Once someone called me an elitist. And I wondered “what’s wrong with that?” I interpreted that to mean that I wanted “the best”. Now who wouldn’t want to hang around with people who they determined were “the best”. Unless they were phonies or folks with oversize egos. Or who wouldn’t want to do “the best”? So I ignored that comment.
Of course, budget was initially an issue. But that just meant that I’d do less of the costly things.
It matters a great deal whether or not you have to plan for children and grand children. We didn’t. That, of course, makes a big difference in money and time.
Don’t you think the same way? Don’t you like the best (defined as the best for YOU)? If not, why not? If cost is the reason, that’s a very good reason until you rectify that situation. You just do less of the expensive stuff. You buy fever suits. You get the picture.
And then if you work on your “future self” (look that up and read about it). Your future self can be programmed with how you want to live.
So you read some self-help books and blogs. And you read high level literature, Great Books, philosophy, bios and history. I had to do that since I only studied math and engineering physics in college and knew nothing of literature.
If you don’t understand the importance of high level and extensive reading, then read about that on Medium.com.
Read 30–50 books a year but only high quality books. Why do this?

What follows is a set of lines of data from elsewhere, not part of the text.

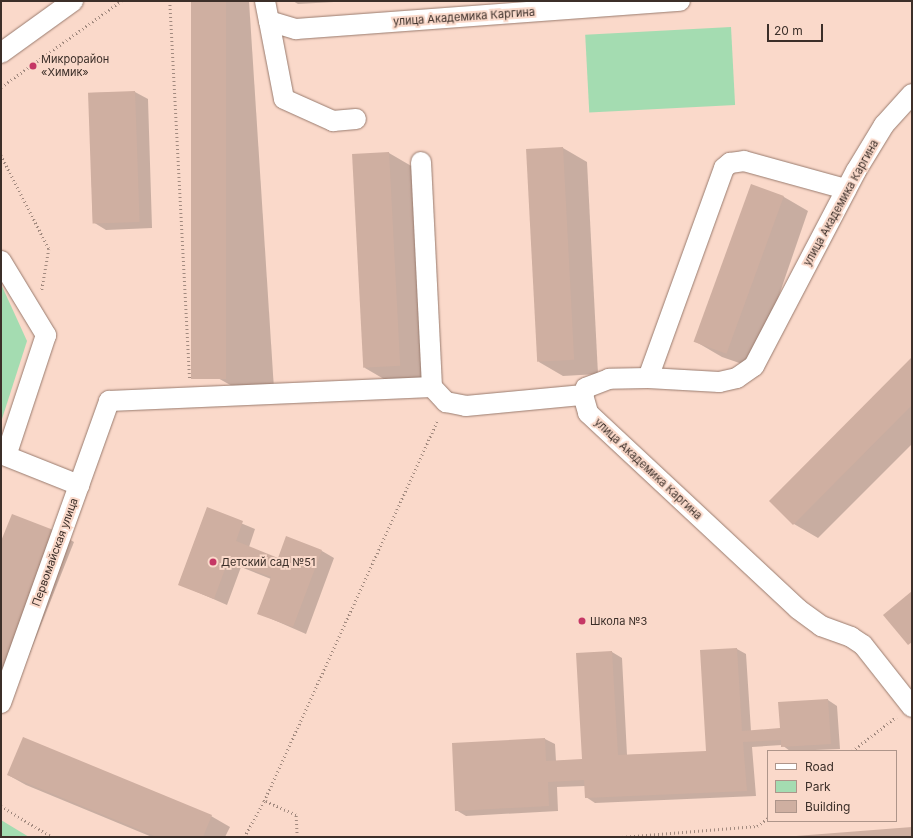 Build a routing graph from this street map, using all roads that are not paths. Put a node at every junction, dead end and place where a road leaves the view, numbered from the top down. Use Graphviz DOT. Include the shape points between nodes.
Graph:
graph roads {
  1 [pos="74,1"];
  2 [pos="265,1"];
  3 [pos="680,1"];
  4 [pos="269,21"];
  5 [pos="1,53"];
  6 [pos="912,94"];
  7 [pos="356,119"];
  8 [pos="420,162"];
  9 [pos="846,189"];
  10 [pos="1,260"];
  11 [pos="648,378"];
  12 [pos="432,387"];
  13 [pos="583,395"];
  14 [pos="79,485"];
  15 [pos="1,704"];
  16 [pos="911,706"];
  1 -- 5 [label="street"];
  2 -- 4 [label="street"];
  3 -- 4 [label="street, улица Академика Каргина" via="296,29"];
  4 -- 7 [label="street" via="284,99 332,121"];
  6 -- 9 [label="street, улица Академика Каргина" via="884,125"];
  8 -- 12 [label="street"];
  9 -- 11 [label="street, улица Академика Каргина" via="754,366 737,378 719,382"];
  9 -- 11 [label="street" via="744,161 730,163 724,168"];
  10 -- 14 [label="street" via="46,335 6,456"];
  11 -- 13 [label="street, улица Академика Каргина" via="609,379 586,388"];
  12 -- 13 [label="street" via="446,402 466,406"];
  12 -- 14 [label="street, Первомайская улица" via="109,401"];
  13 -- 16 [label="street, улица Академика Каргина" via="588,413 798,609 821,626 851,637 863,645"];
  14 -- 15 [label="street, Первомайская улица"];
}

Because reading is the best way to grow, get better, get smarter, make better decisions. This is the best prep you could ever have for having a future self that will live the way we described earlier (if that’s what you want). If it isn’t what you want, stop reading now: you’re wasting your time.
Everything in this blog has one or more books supporting these statements. They are required reading for those that want a great life as they define it.

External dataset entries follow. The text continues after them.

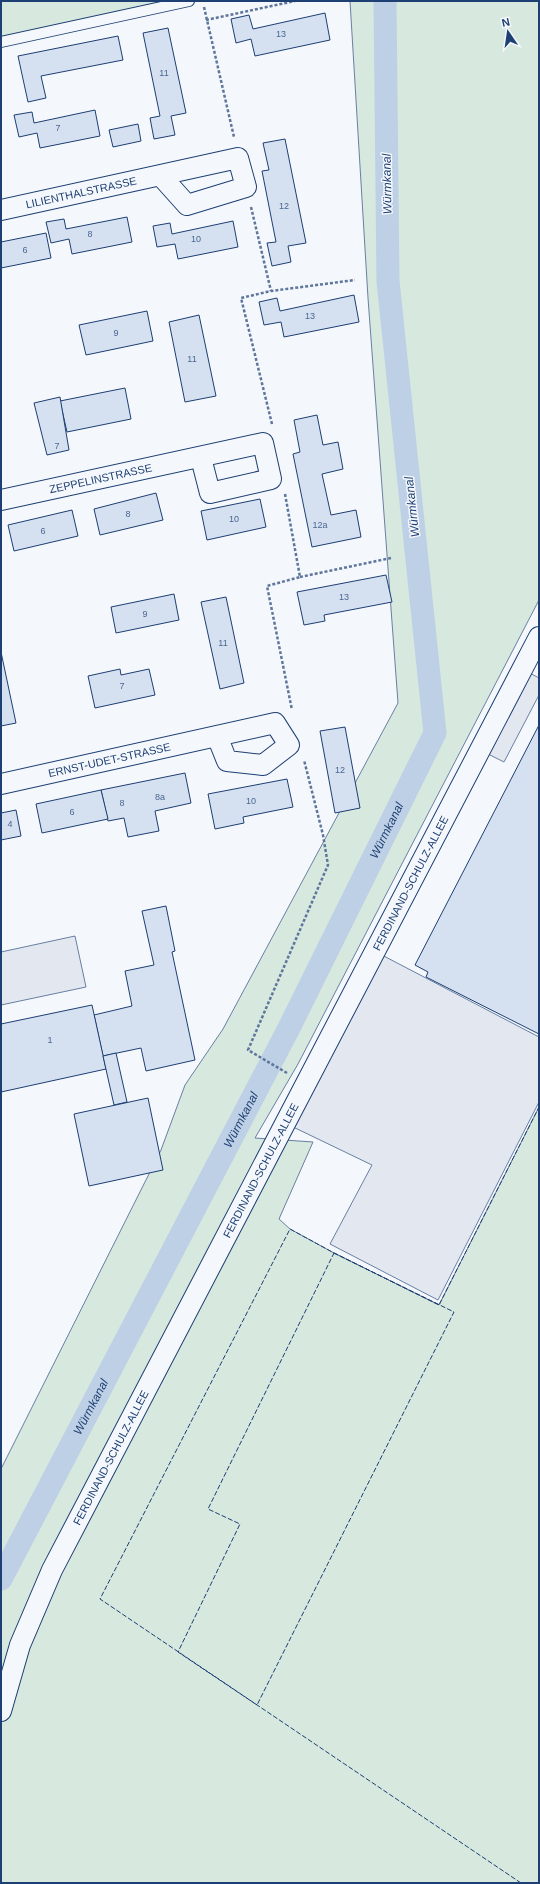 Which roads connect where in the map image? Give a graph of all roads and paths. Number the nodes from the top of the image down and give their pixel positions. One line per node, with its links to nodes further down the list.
1 (189, 1): 5 (lane)
2 (203, 1): 4 (path)
3 (295, 1): 4 (path)
4 (206, 20): 6 (path)
5 (1, 42)
6 (238, 158): 7 (street, LILIENTHALSTRASSE); 8 (street)
7 (161, 176): 8 (street); 9 (street, LILIENTHALSTRASSE)
8 (246, 187): 11 (path)
9 (1, 210)
10 (355, 280): 11 (path)
11 (271, 291): 12 (path)
12 (272, 426)
13 (201, 458): 15 (street, ZEPPELINSTRASSE)
14 (284, 486): 17 (path)
15 (1, 500)
16 (391, 558): 17 (path)
17 (300, 577): 19 (path)
18 (539, 637): 23 (street, FERDINAND-SCHULZ-ALLEE)
19 (294, 717)
20 (217, 736): 22 (street, ERNST-UDET-STRASSE)
21 (303, 754): 23 (path)
22 (1, 784)
23 (305, 1084): 24 (street, FERDINAND-SCHULZ-ALLEE)
24 (1, 1711) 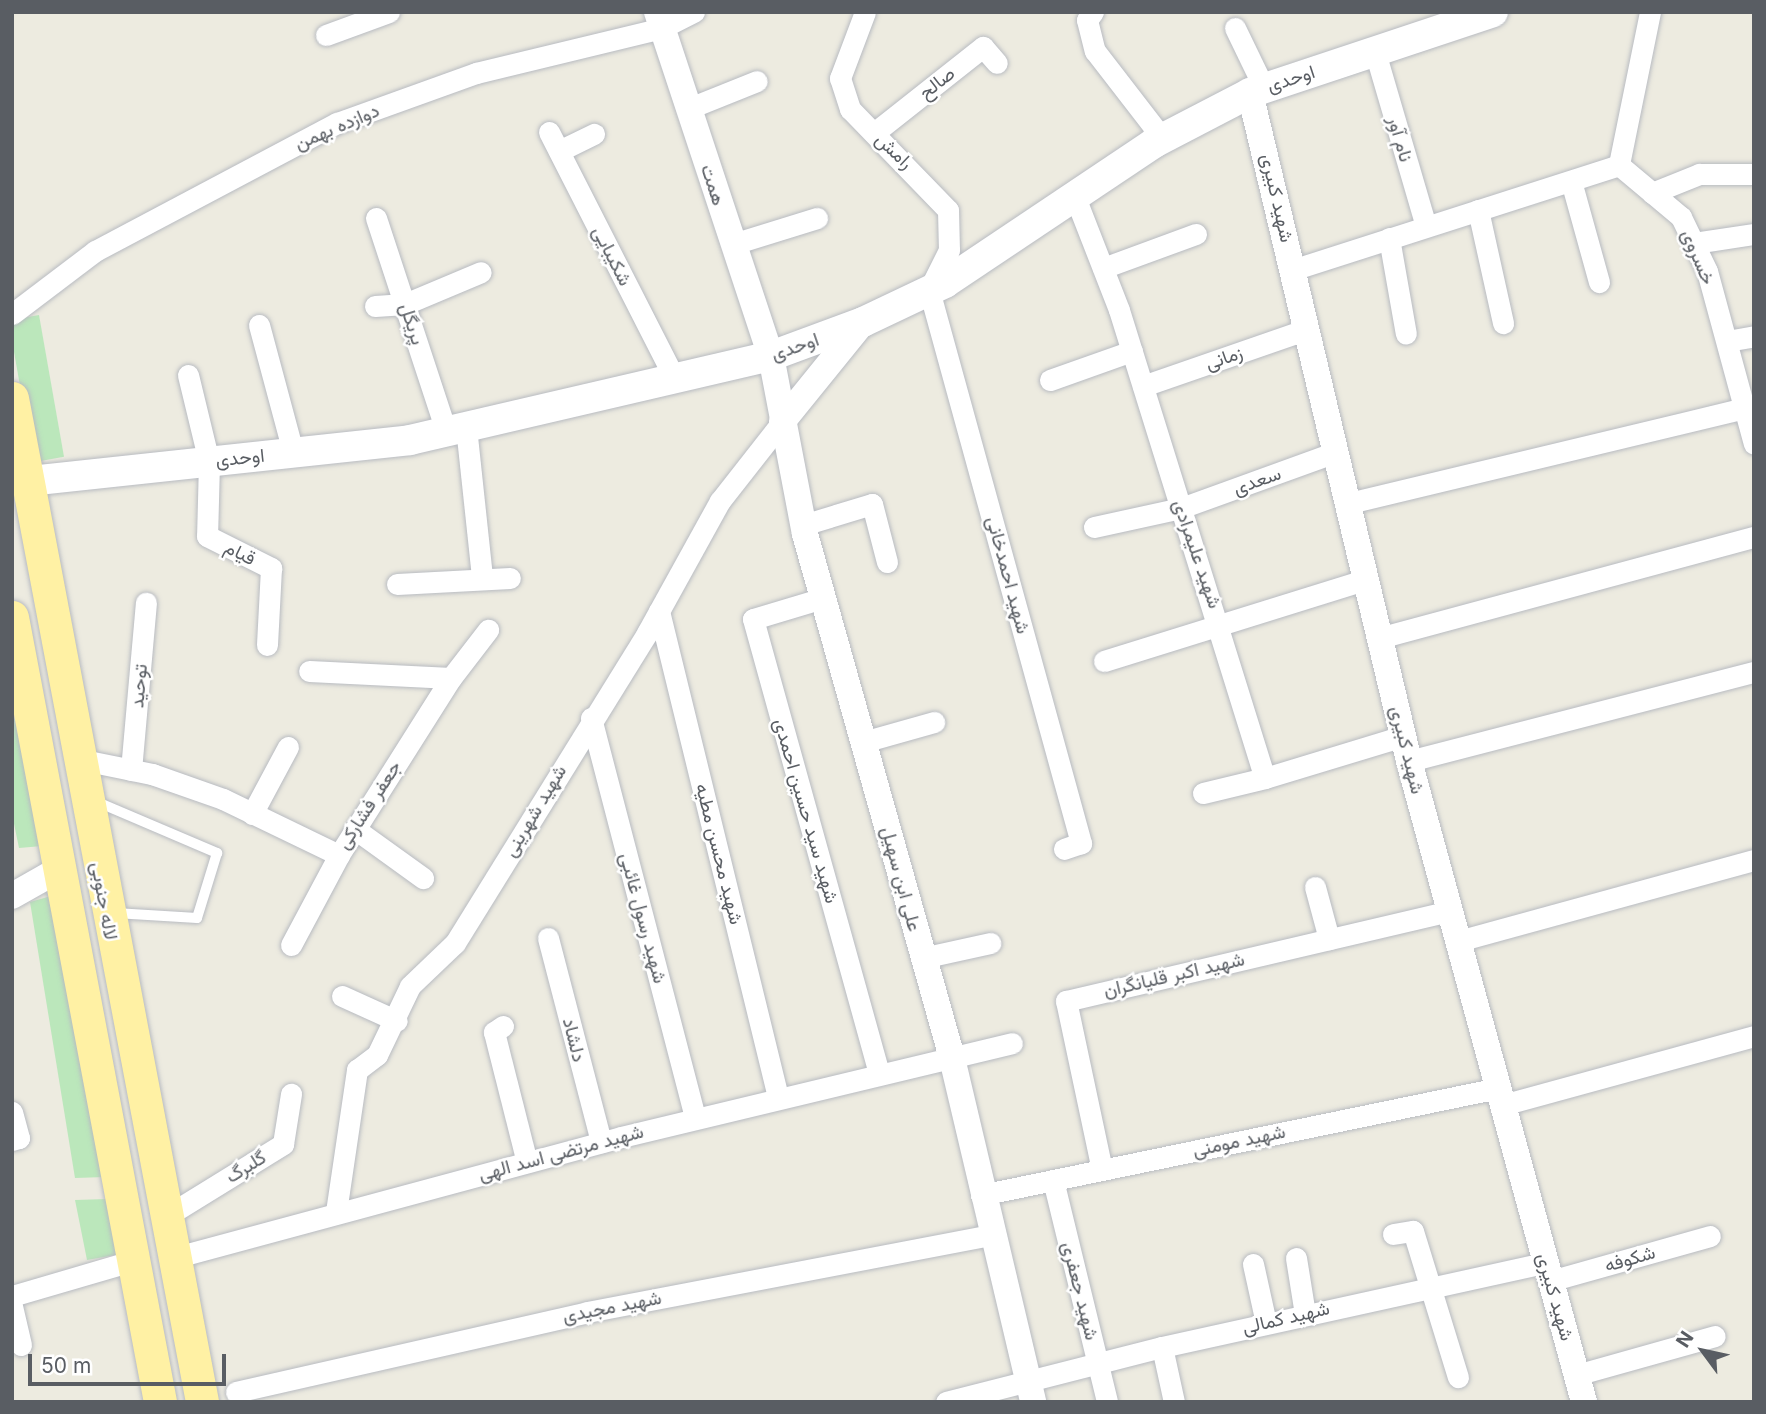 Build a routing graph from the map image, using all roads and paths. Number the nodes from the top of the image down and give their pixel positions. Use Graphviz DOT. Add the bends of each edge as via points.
graph roads {
  1 [pos="389,12"];
  2 [pos="694,12"];
  3 [pos="865,12"];
  4 [pos="1093,12"];
  5 [pos="1493,12"];
  6 [pos="1650,12"];
  7 [pos="660,20"];
  8 [pos="1235,28"];
  9 [pos="326,35"];
  10 [pos="1375,52"];
  11 [pos="997,63"];
  12 [pos="757,81"];
  13 [pos="1257,91"];
  14 [pos="687,109"];
  15 [pos="874,133"];
  16 [pos="594,134"];
  17 [pos="1163,139"];
  18 [pos="1619,165"];
  19 [pos="1754,174"];
  20 [pos="1570,181"];
  21 [pos="1653,193"];
  22 [pos="1075,197"];
  23 [pos="1478,210"];
  24 [pos="376,218"];
  25 [pos="817,218"];
  26 [pos="1426,226"];
  27 [pos="1196,234"];
  28 [pos="1754,234"];
  29 [pos="1389,238"];
  30 [pos="1694,243"];
  31 [pos="733,244"];
  32 [pos="1103,268"];
  33 [pos="1293,270"];
  34 [pos="481,272"];
  35 [pos="1599,282"];
  36 [pos="929,290"];
  37 [pos="405,304"];
  38 [pos="375,306"];
  39 [pos="12,314"];
  40 [pos="863,322"];
  41 [pos="1503,323"];
  42 [pos="259,325"];
  43 [pos="1305,330"];
  44 [pos="1406,334"];
  45 [pos="1754,336"];
  46 [pos="1727,341"];
  47 [pos="1132,351"];
  48 [pos="771,356"];
  49 [pos="188,374"];
  50 [pos="675,379"];
  51 [pos="1050,380"];
  52 [pos="1143,387"];
  53 [pos="12,398"];
  54 [pos="1744,408"];
  55 [pos="782,422"];
  56 [pos="456,429"];
  57 [pos="1754,444"];
  58 [pos="293,452"];
  59 [pos="1333,453"];
  60 [pos="209,462"];
  61 [pos="29,481"];
  62 [pos="1345,504"];
  63 [pos="1181,508"];
  64 [pos="803,525"];
  65 [pos="1094,527"];
  66 [pos="1754,537"];
  67 [pos="887,562"];
  68 [pos="482,577"];
  69 [pos="510,578"];
  70 [pos="1364,580"];
  71 [pos="397,584"];
  72 [pos="823,598"];
  73 [pos="146,603"];
  74 [pos="659,611"];
  75 [pos="12,617"];
  76 [pos="1219,621"];
  77 [pos="488,630"];
  78 [pos="1379,638"];
  79 [pos="267,645"];
  80 [pos="1104,661"];
  81 [pos="309,671"];
  82 [pos="1754,672"];
  83 [pos="451,678"];
  84 [pos="18,695"];
  85 [pos="591,718"];
  86 [pos="934,722"];
  87 [pos="863,742"];
  88 [pos="288,747"];
  89 [pos="1406,748"];
  90 [pos="78,758"];
  91 [pos="131,770"];
  92 [pos="1265,778"];
  93 [pos="1203,793"];
  94 [pos="85,797"];
  95 [pos="252,814"];
  96 [pos="355,829"];
  97 [pos="1064,849"];
  98 [pos="339,855"];
  99 [pos="1754,860"];
  100 [pos="58,870"];
  101 [pos="423,878"];
  102 [pos="1315,887"];
  103 [pos="12,896"];
  104 [pos="1450,911"];
  105 [pos="106,912"];
  106 [pos="548,938"];
  107 [pos="1329,939"];
  108 [pos="1458,941"];
  109 [pos="990,943"];
  110 [pos="291,945"];
  111 [pos="922,958"];
  112 [pos="342,996"];
  113 [pos="397,1021"];
  114 [pos="503,1027"];
  115 [pos="1754,1036"];
  116 [pos="1012,1043"];
  117 [pos="951,1054"];
  118 [pos="879,1072"];
  119 [pos="291,1094"];
  120 [pos="778,1097"];
  121 [pos="1500,1097"];
  122 [pos="12,1112"];
  123 [pos="695,1118"];
  124 [pos="16,1139"];
  125 [pos="601,1142"];
  126 [pos="527,1162"];
  127 [pos="1102,1170"];
  128 [pos="1053,1180"];
  129 [pos="981,1195"];
  130 [pos="335,1212"];
  131 [pos="165,1217"];
  132 [pos="1393,1234"];
  133 [pos="991,1235"];
  134 [pos="1710,1236"];
  135 [pos="173,1258"];
  136 [pos="1296,1258"];
  137 [pos="132,1261"];
  138 [pos="1253,1264"];
  139 [pos="1548,1272"];
  140 [pos="1431,1287"];
  141 [pos="12,1296"];
  142 [pos="12,1306"];
  143 [pos="1305,1314"];
  144 [pos="1266,1323"];
  145 [pos="1715,1336"];
  146 [pos="21,1345"];
  147 [pos="1162,1347"];
  148 [pos="1098,1362"];
  149 [pos="1576,1375"];
  150 [pos="1458,1377"];
  151 [pos="1030,1391"];
  152 [pos="236,1392"];
  153 [pos="160,1402"];
  154 [pos="202,1402"];
  155 [pos="946,1402"];
  156 [pos="1107,1402"];
  157 [pos="1174,1402"];
  158 [pos="1584,1402"];
  1 -- 9 [label="street"];
  2 -- 7 [label="street, دوازده بهمن"];
  3 -- 15 [label="street, رامش" via="840,78 850,109"];
  4 -- 17 [label="street" via="1087,20 1095,51"];
  5 -- 10 [label="main road, اوحدی"];
  6 -- 18 [label="street"];
  7 -- 14 [label="street, همت"];
  7 -- 39 [label="street, دوازده بهمن" via="475,73 337,123 95,251"];
  8 -- 13 [label="street"];
  10 -- 13 [label="main road, اوحدی"];
  10 -- 26 [label="street, نام آور"];
  11 -- 15 [label="street, صالح" via="983,47"];
  12 -- 14 [label="street"];
  13 -- 17 [label="main road, اوحدی"];
  13 -- 33 [label="street, شهید کبیری"];
  14 -- 31 [label="street, همت"];
  15 -- 36 [label="street, رامش" via="948,211 949,250"];
  16 -- 50 [label="street, شکیبایی" via="554,142"];
  17 -- 22 [label="main road, اوحدی"];
  18 -- 20 [label="street"];
  18 -- 21 [label="street, خسروی"];
  19 -- 21 [label="street" via="1699,174"];
  20 -- 23 [label="street"];
  20 -- 35 [label="street"];
  21 -- 30 [label="street, خسروی" via="1681,217"];
  22 -- 32 [label="street, شهید علیمرادی"];
  22 -- 36 [label="main road, اوحدی"];
  23 -- 26 [label="street"];
  23 -- 41 [label="street"];
  24 -- 37 [label="street, پریگل" via="382,266"];
  25 -- 31 [label="street"];
  26 -- 29 [label="street"];
  27 -- 32 [label="street"];
  28 -- 30 [label="street"];
  29 -- 33 [label="street"];
  29 -- 44 [label="street"];
  30 -- 46 [label="street, خسروی"];
  31 -- 48 [label="street, همت"];
  32 -- 47 [label="street, شهید علیمرادی"];
  33 -- 43 [label="street, شهید کبیری"];
  34 -- 37 [label="street"];
  36 -- 40 [label="main road, اوحدی"];
  36 -- 97 [label="street, شهید احمدخانی" via="1081,843"];
  37 -- 38 [label="street"];
  37 -- 56 [label="street, پریگل"];
  40 -- 48 [label="main road, اوحدی"];
  40 -- 55 [label="street"];
  42 -- 58 [label="street"];
  43 -- 52 [label="street, زمانی"];
  43 -- 59 [label="street, شهید کبیری"];
  45 -- 46 [label="street"];
  46 -- 54 [label="street, خسروی"];
  47 -- 51 [label="street"];
  47 -- 52 [label="street, شهید علیمرادی"];
  48 -- 50 [label="main road, اوحدی"];
  48 -- 55 [label="street, علی ابن سهیل"];
  49 -- 60 [label="street"];
  50 -- 56 [label="main road, اوحدی"];
  52 -- 63 [label="street, شهید علیمرادی"];
  53 -- 61 [label="main road, لاله جنوبی"];
  54 -- 57 [label="street, خسروی"];
  54 -- 62 [label="street"];
  55 -- 64 [label="street, علی ابن سهیل"];
  55 -- 74 [label="street, شهید شهرینی" via="720,501"];
  56 -- 58 [label="main road, اوحدی"];
  56 -- 68 [label="street, پریگل"];
  58 -- 60 [label="main road, اوحدی"];
  59 -- 62 [label="street, شهید کبیری"];
  59 -- 63 [label="street, سعدی"];
  60 -- 61 [label="main road, اوحدی"];
  60 -- 79 [label="street, قیام" via="207,537 271,568"];
  61 -- 90 [label="main road, لاله جنوبی"];
  62 -- 70 [label="street, شهید کبیری"];
  63 -- 65 [label="street, سعدی"];
  63 -- 76 [label="street, شهید علیمرادی"];
  64 -- 67 [label="street" via="872,504"];
  64 -- 72 [label="street, علی ابن سهیل"];
  66 -- 78 [label="street"];
  68 -- 69 [label="street"];
  68 -- 71 [label="street"];
  70 -- 76 [label="street"];
  70 -- 78 [label="street, شهید کبیری"];
  72 -- 87 [label="street, علی ابن سهیل"];
  72 -- 118 [label="street, شهید سید حسین احمدی" via="752,619"];
  73 -- 91 [label="street, توحید"];
  74 -- 85 [label="street, شهید شهرینی"];
  74 -- 120 [label="street, شهید محسن مطیه"];
  75 -- 84 [label="main road, لاله جنوبی"];
  76 -- 80 [label="street"];
  76 -- 92 [label="street, شهید علیمرادی"];
  77 -- 83 [label="street, جعفر فشارکی"];
  78 -- 89 [label="street, شهید کبیری"];
  81 -- 83 [label="street"];
  82 -- 89 [label="street"];
  83 -- 96 [label="street, جعفر فشارکی"];
  84 -- 100 [label="main road, لاله جنوبی"];
  85 -- 113 [label="street, شهید شهرینی" via="455,943 410,986"];
  85 -- 123 [label="street, شهید رسول غائبی"];
  86 -- 87 [label="street"];
  87 -- 111 [label="street, علی ابن سهیل"];
  88 -- 95 [label="street"];
  89 -- 92 [label="street"];
  89 -- 104 [label="street, شهید کبیری"];
  90 -- 91 [label="street, جعفر فشارکی"];
  90 -- 94 [label="main road, لاله جنوبی"];
  91 -- 95 [label="street, جعفر فشارکی"];
  92 -- 93 [label="street"];
  94 -- 105 [label="main road, لاله جنوبی"];
  94 -- 105 [label="lane" via="217,853 197,918"];
  95 -- 98 [label="street, جعفر فشارکی"];
  96 -- 98 [label="street, جعفر فشارکی"];
  96 -- 101 [label="street"];
  98 -- 110 [label="street"];
  99 -- 108 [label="street"];
  100 -- 103 [label="street"];
  100 -- 137 [label="main road, لاله جنوبی"];
  102 -- 107 [label="street"];
  104 -- 107 [label="street, شهید اکبر قلیانگران"];
  104 -- 108 [label="street, شهید کبیری"];
  105 -- 131 [label="main road, لاله جنوبی"];
  106 -- 125 [label="street, دلشاد"];
  107 -- 127 [label="street, شهید اکبر قلیانگران" via="1066,1001"];
  108 -- 121 [label="street, شهید کبیری"];
  109 -- 111 [label="street"];
  111 -- 117 [label="street, علی ابن سهیل"];
  112 -- 113 [label="street"];
  113 -- 130 [label="street, شهید شهرینی" via="377,1055 357,1070"];
  114 -- 126 [label="street" via="494,1032"];
  115 -- 121 [label="street, شهید مومنی"];
  116 -- 117 [label="street, شهید مرتضی اسد الهی"];
  117 -- 118 [label="street, شهید مرتضی اسد الهی"];
  117 -- 129 [label="street, علی ابن سهیل"];
  118 -- 120 [label="street, شهید مرتضی اسد الهی"];
  119 -- 131 [label="street, گلبرگ" via="283,1144"];
  120 -- 123 [label="street, شهید مرتضی اسد الهی"];
  121 -- 127 [label="street, شهید مومنی"];
  121 -- 139 [label="street, شهید کبیری"];
  122 -- 124 [label="street"];
  123 -- 125 [label="street, شهید مرتضی اسد الهی"];
  125 -- 126 [label="street, شهید مرتضی اسد الهی"];
  126 -- 130 [label="street, شهید مرتضی اسد الهی"];
  127 -- 128 [label="street, شهید مومنی"];
  128 -- 129 [label="street, شهید مومنی"];
  128 -- 148 [label="street, شهید جعفری"];
  129 -- 133 [label="street, علی ابن سهیل"];
  130 -- 135 [label="street, شهید مرتضی اسد الهی"];
  131 -- 135 [label="main road, لاله جنوبی"];
  132 -- 140 [label="street" via="1413,1231"];
  133 -- 151 [label="street, علی ابن سهیل"];
  133 -- 152 [label="street, شهید مجیدی" via="587,1312"];
  134 -- 139 [label="street, شکوفه"];
  135 -- 154 [label="main road, لاله جنوبی"];
  136 -- 143 [label="street"];
  137 -- 141 [label="street"];
  137 -- 153 [label="main road, لاله جنوبی"];
  138 -- 144 [label="street"];
  139 -- 140 [label="street, شهید کمالی"];
  139 -- 149 [label="street, شهید کبیری"];
  140 -- 143 [label="street, شهید کمالی"];
  140 -- 150 [label="street"];
  142 -- 146 [label="street"];
  143 -- 144 [label="street, شهید کمالی"];
  144 -- 147 [label="street, شهید کمالی"];
  145 -- 149 [label="street"];
  147 -- 148 [label="street, شهید کمالی"];
  147 -- 157 [label="street"];
  148 -- 151 [label="street, شهید کمالی"];
  148 -- 156 [label="street, شهید جعفری"];
  149 -- 158 [label="street, شهید کبیری"];
  151 -- 155 [label="street, شهید کمالی"];
}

Don’t you want — the best career, the best spouse, the best family, the best city, the best home, the best entertainment, the best health, the best friends, the best continued learning, the best mentor(s), the best weather, the best give-back programs? You decide.
So my closing question is “why not the best?” For you? Not my best. There is something to the mental practice that results in folks getting what they wish for, what they imagine that they will get [“it’s 2030 and I am (insert goal)” Always written or stated in the present tense. That’s what your future self wants to hear.]
Why not have such an ambitious goal in life? Why not “go for the gold”?